**PROBLEM REQUIREMENTS**.
Copy each line of the following data that contains "lane".

**DATA RECORDS**.

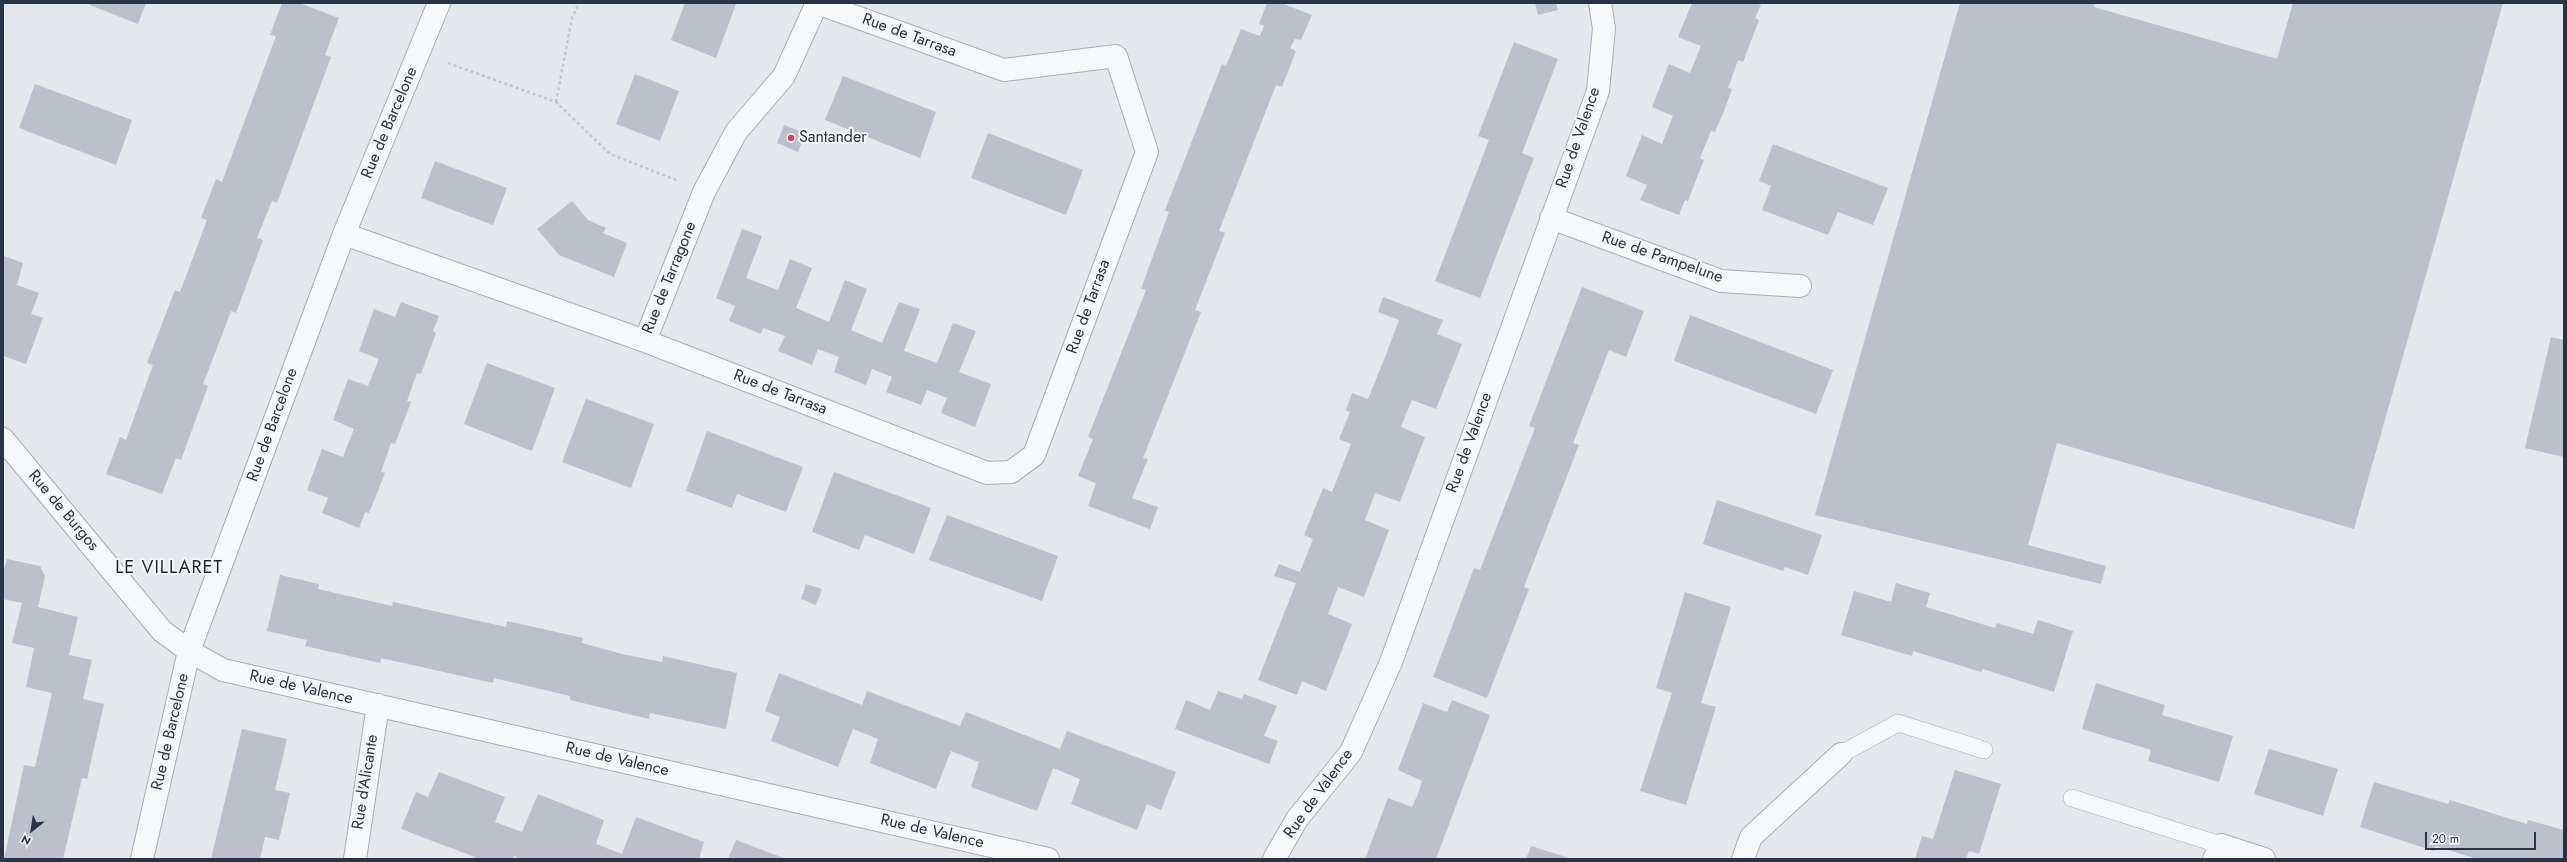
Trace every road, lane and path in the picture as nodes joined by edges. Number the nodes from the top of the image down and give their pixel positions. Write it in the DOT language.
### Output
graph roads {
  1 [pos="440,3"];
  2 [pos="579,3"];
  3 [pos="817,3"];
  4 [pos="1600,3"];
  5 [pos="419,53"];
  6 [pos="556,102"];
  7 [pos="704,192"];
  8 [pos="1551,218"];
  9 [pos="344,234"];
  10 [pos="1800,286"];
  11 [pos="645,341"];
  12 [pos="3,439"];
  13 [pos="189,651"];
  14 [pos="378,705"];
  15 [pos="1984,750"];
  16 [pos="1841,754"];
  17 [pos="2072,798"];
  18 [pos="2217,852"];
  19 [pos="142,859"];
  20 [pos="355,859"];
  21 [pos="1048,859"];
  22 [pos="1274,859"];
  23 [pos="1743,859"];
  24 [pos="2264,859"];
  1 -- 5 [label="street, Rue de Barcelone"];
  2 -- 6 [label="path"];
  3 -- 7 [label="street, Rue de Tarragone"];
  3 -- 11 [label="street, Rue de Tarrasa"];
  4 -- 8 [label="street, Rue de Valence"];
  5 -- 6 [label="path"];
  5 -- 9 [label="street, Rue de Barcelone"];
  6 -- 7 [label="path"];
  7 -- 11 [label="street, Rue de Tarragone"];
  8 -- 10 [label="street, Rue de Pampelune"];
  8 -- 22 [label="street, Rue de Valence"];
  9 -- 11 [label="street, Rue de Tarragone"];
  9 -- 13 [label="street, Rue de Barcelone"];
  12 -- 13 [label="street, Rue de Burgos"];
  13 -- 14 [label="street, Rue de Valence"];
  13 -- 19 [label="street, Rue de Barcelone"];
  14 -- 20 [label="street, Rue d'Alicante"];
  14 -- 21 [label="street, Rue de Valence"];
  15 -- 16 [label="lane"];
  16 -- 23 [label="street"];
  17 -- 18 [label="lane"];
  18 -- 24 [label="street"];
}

**ANSWER TO THIS TASK**.
Trace every road, lane and path in the picture as nodes joined by edges. Number the nodes from the top of the image down and give their pixel positions. Write it in the DOT language.
  15 -- 16 [label="lane"];
  17 -- 18 [label="lane"];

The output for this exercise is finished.